Moutik Oumaima, Sekkat Hiba, Tigani Smail, Chehri Abdellah, Saadane Rachid, Tchakoucht Taha Ait, Paul Anand
Engineering Unit, Euromed Research Center, Euro-Mediterranean University, Fes 30030, Morocco.
Department of Mathematics and Computer Science, Royal Military College of Canada, Kingston, ON 11 K7K 7B4, Canada.
Sensors (Basel). 2023 Jan 9;23(2):734. doi: 10.3390/s23020734.
Understanding actions in videos remains a significant challenge in computer vision, which has been the subject of several pieces of research in the last decades. Convolutional neural networks (CNN) are a significant component of this topic and play a crucial role in the renown of Deep Learning. Inspired by the human vision system, CNN has been applied to visual data exploitation and has solved various challenges in various computer vision tasks and video/image analysis, including action recognition (AR). However, not long ago, along with the achievement of the transformer in natural language processing (NLP), it began to set new trends in vision tasks, which has created a discussion around whether the Vision Transformer models (ViT) will replace CNN in action recognition in video clips. This paper conducts this trending topic in detail, the study of CNN and Transformer for Action Recognition separately and a comparative study of the accuracy-complexity trade-off. Finally, based on the performance analysis's outcome, the question of whether CNN or Vision Transformers will win the race will be discussed.

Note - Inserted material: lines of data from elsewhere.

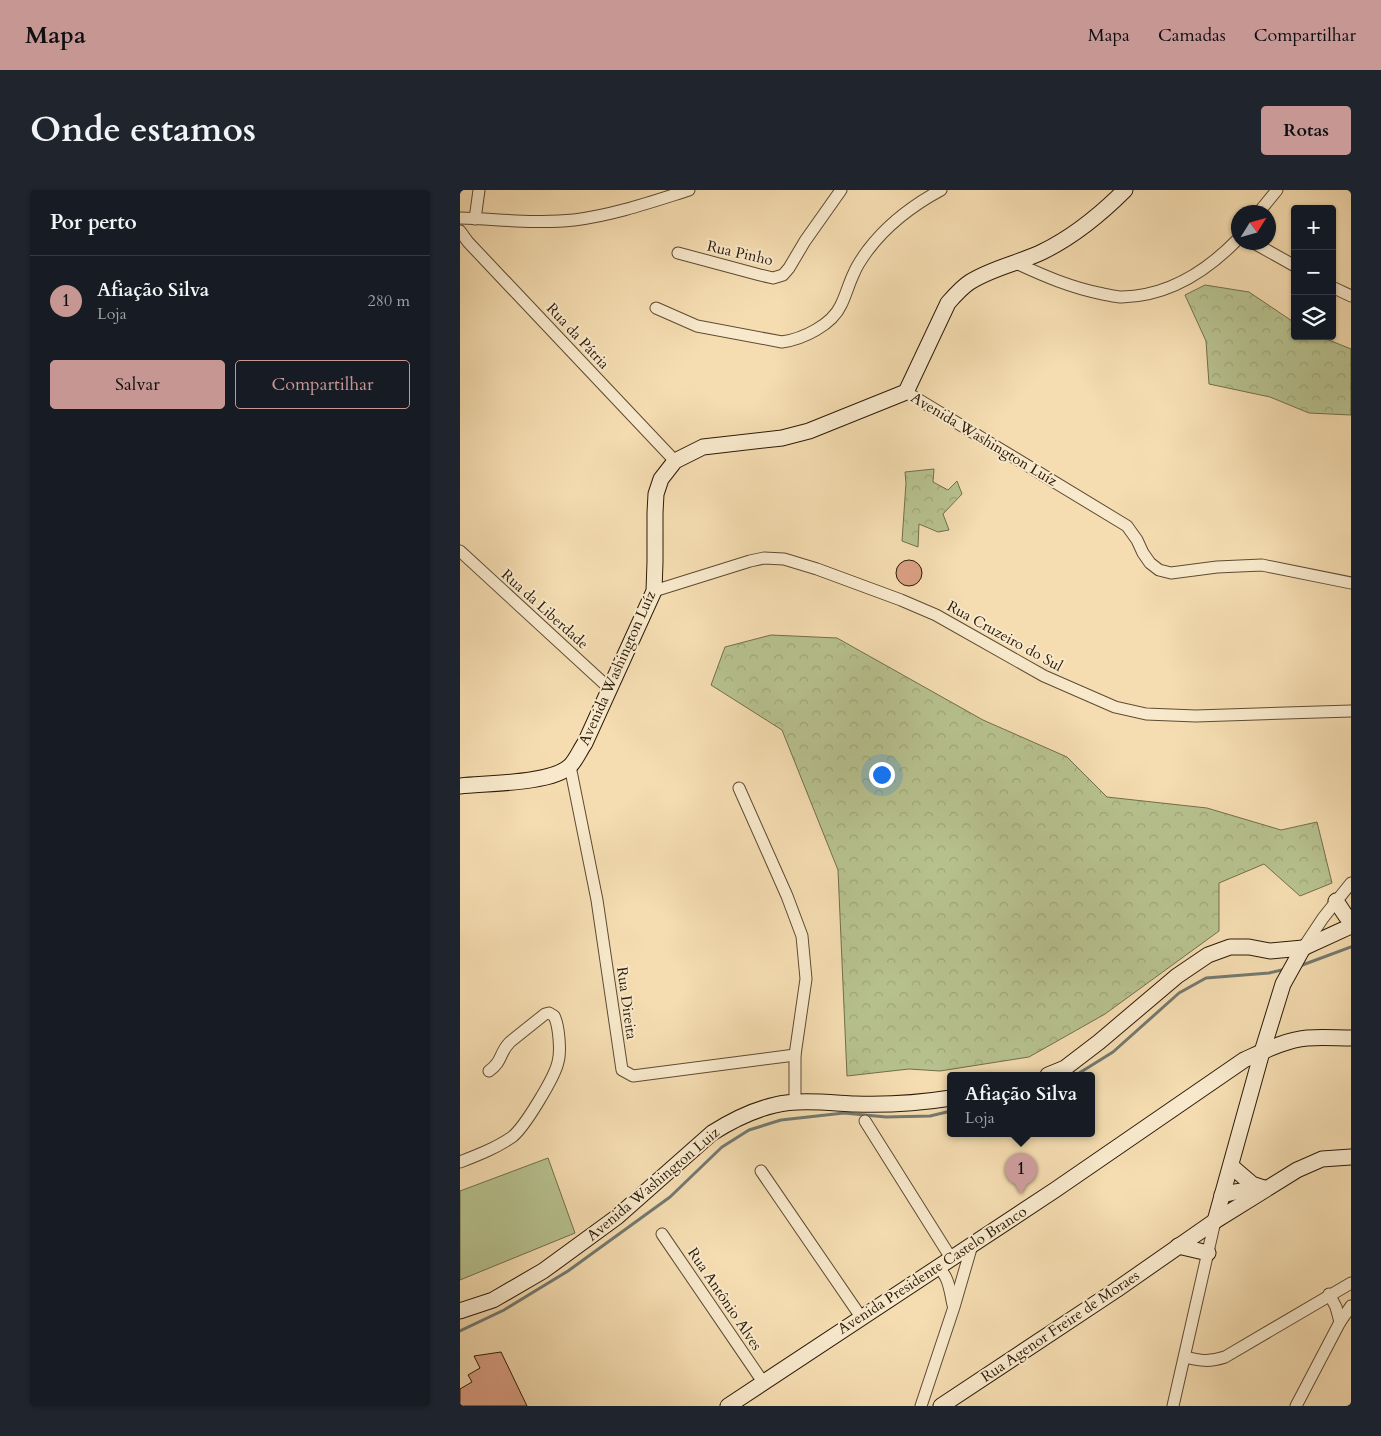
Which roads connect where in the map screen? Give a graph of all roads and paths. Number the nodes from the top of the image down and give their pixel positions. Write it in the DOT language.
graph roads {
  1 [pos="479,190"];
  2 [pos="689,190"];
  3 [pos="841,190"];
  4 [pos="941,190"];
  5 [pos="1277,190"];
  6 [pos="1122,191"];
  7 [pos="1265,205"];
  8 [pos="460,218"];
  9 [pos="475,219"];
  10 [pos="460,231"];
  11 [pos="1231,246"];
  12 [pos="1266,250"];
  13 [pos="678,253"];
  14 [pos="1016,263"];
  15 [pos="1291,264"];
  16 [pos="1336,289"];
  17 [pos="1351,296"];
  18 [pos="656,308"];
  19 [pos="906,392"];
  20 [pos="675,461"];
  21 [pos="460,551"];
  22 [pos="1351,583"];
  23 [pos="654,591"];
  24 [pos="610,689"];
  25 [pos="1351,711"];
  26 [pos="570,766"];
  27 [pos="460,786"];
  28 [pos="739,788"];
  29 [pos="1351,884"];
  30 [pos="1336,901"];
  31 [pos="1351,919"];
  32 [pos="1351,926"];
  33 [pos="1303,948"];
  34 [pos="1351,1038"];
  35 [pos="1262,1052"];
  36 [pos="795,1055"];
  37 [pos="489,1071"];
  38 [pos="1055,1072"];
  39 [pos="947,1099"];
  40 [pos="795,1103"];
  41 [pos="865,1121"];
  42 [pos="1351,1157"];
  43 [pos="460,1162"];
  44 [pos="1231,1166"];
  45 [pos="761,1170"];
  46 [pos="1267,1188"];
  47 [pos="1222,1195"];
  48 [pos="1215,1221"];
  49 [pos="662,1234"];
  50 [pos="972,1245"];
  51 [pos="1178,1246"];
  52 [pos="1208,1254"];
  53 [pos="951,1258"];
  54 [pos="937,1266"];
  55 [pos="1351,1283"];
  56 [pos="1329,1294"];
  57 [pos="1351,1306"];
  58 [pos="954,1307"];
  59 [pos="460,1311"];
  60 [pos="861,1317"];
  61 [pos="1340,1322"];
  62 [pos="1185,1357"];
  63 [pos="763,1382"];
  64 [pos="728,1406"];
  65 [pos="921,1406"];
  66 [pos="941,1406"];
  67 [pos="1173,1406"];
  68 [pos="1296,1406"];
  1 -- 9 [label="street"];
  2 -- 9 [label="street"];
  3 -- 13 [label="street, Rua Pinho"];
  4 -- 18 [label="street"];
  5 -- 7 [label="street"];
  6 -- 14 [label="main road"];
  8 -- 9 [label="street"];
  10 -- 20 [label="street, Rua da Pátria"];
  11 -- 14 [label="street"];
  12 -- 15 [label="street"];
  14 -- 19 [label="main road"];
  16 -- 17 [label="street"];
  19 -- 20 [label="main road, Avenida Washington Luíz"];
  19 -- 22 [label="street, Avenida Washington Luíz"];
  20 -- 23 [label="main road, Avenida Washington Luíz"];
  21 -- 24 [label="street, Rua da Liberdade"];
  23 -- 24 [label="main road, Avenida Washington Luíz"];
  23 -- 25 [label="street, Rua Cruzeiro do Sul"];
  24 -- 26 [label="main road, Avenida Washington Luíz"];
  26 -- 27 [label="main road"];
  26 -- 36 [label="street, Rua Direita"];
  28 -- 36 [label="street"];
  29 -- 30 [label="street"];
  30 -- 31 [label="main road"];
  30 -- 33 [label="street"];
  32 -- 33 [label="main road"];
  33 -- 35 [label="main road"];
  33 -- 38 [label="main road"];
  34 -- 35 [label="main road, Avenida Presidente Castelo Branco"];
  35 -- 44 [label="main road"];
  35 -- 50 [label="main road, Avenida Presidente Castelo Branco"];
  36 -- 40 [label="street"];
  37 -- 43 [label="street"];
  39 -- 40 [label="main road, Avenida Washington Luiz"];
  40 -- 59 [label="main road, Avenida Washington Luiz"];
  41 -- 53 [label="street"];
  42 -- 46 [label="main road, Rua Agenor Freire de Moraes"];
  44 -- 46 [label="main road"];
  44 -- 47 [label="main road"];
  45 -- 60 [label="street"];
  46 -- 47 [label="main road"];
  46 -- 48 [label="main road, Rua Agenor Freire de Moraes"];
  47 -- 48 [label="main road"];
  48 -- 51 [label="main road, Rua Agenor Freire de Moraes"];
  48 -- 52 [label="street"];
  49 -- 63 [label="street, Rua Antônio Alves"];
  50 -- 53 [label="main road, Avenida Presidente Castelo Branco"];
  50 -- 58 [label="street"];
  51 -- 52 [label="main road"];
  51 -- 66 [label="main road, Rua Agenor Freire de Moraes"];
  52 -- 62 [label="street"];
  53 -- 54 [label="main road, Avenida Presidente Castelo Branco"];
  54 -- 58 [label="street"];
  54 -- 60 [label="main road, Avenida Presidente Castelo Branco"];
  55 -- 56 [label="street"];
  56 -- 61 [label="street"];
  56 -- 62 [label="street"];
  57 -- 61 [label="street"];
  58 -- 65 [label="street"];
  60 -- 63 [label="main road, Avenida Presidente Castelo Branco"];
  61 -- 68 [label="street"];
  62 -- 67 [label="street"];
  63 -- 64 [label="main road, Avenida Presidente Castelo Branco"];
}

理解视频中的动作仍然是计算机视觉领域的一项重大挑战,在过去几十年里一直是多项研究的主题。卷积神经网络(CNN)是该主题的重要组成部分,在深度学习的声誉中发挥着关键作用。受人类视觉系统的启发,CNN已被应用于视觉数据利用,并在各种计算机视觉任务和视频/图像分析中解决了各种挑战,包括动作识别(AR)。然而,不久前,随着Transformer在自然语言处理(NLP)方面取得的成就,它开始在视觉任务中引领新趋势,这引发了关于视觉Transformer模型(ViT)是否会在视频片段的动作识别中取代CNN的讨论。本文详细探讨了这个热门话题,分别研究了用于动作识别的CNN和Transformer,并对准确性与复杂度的权衡进行了比较研究。最后,基于性能分析的结果,将讨论CNN还是视觉Transformer将赢得这场竞赛的问题。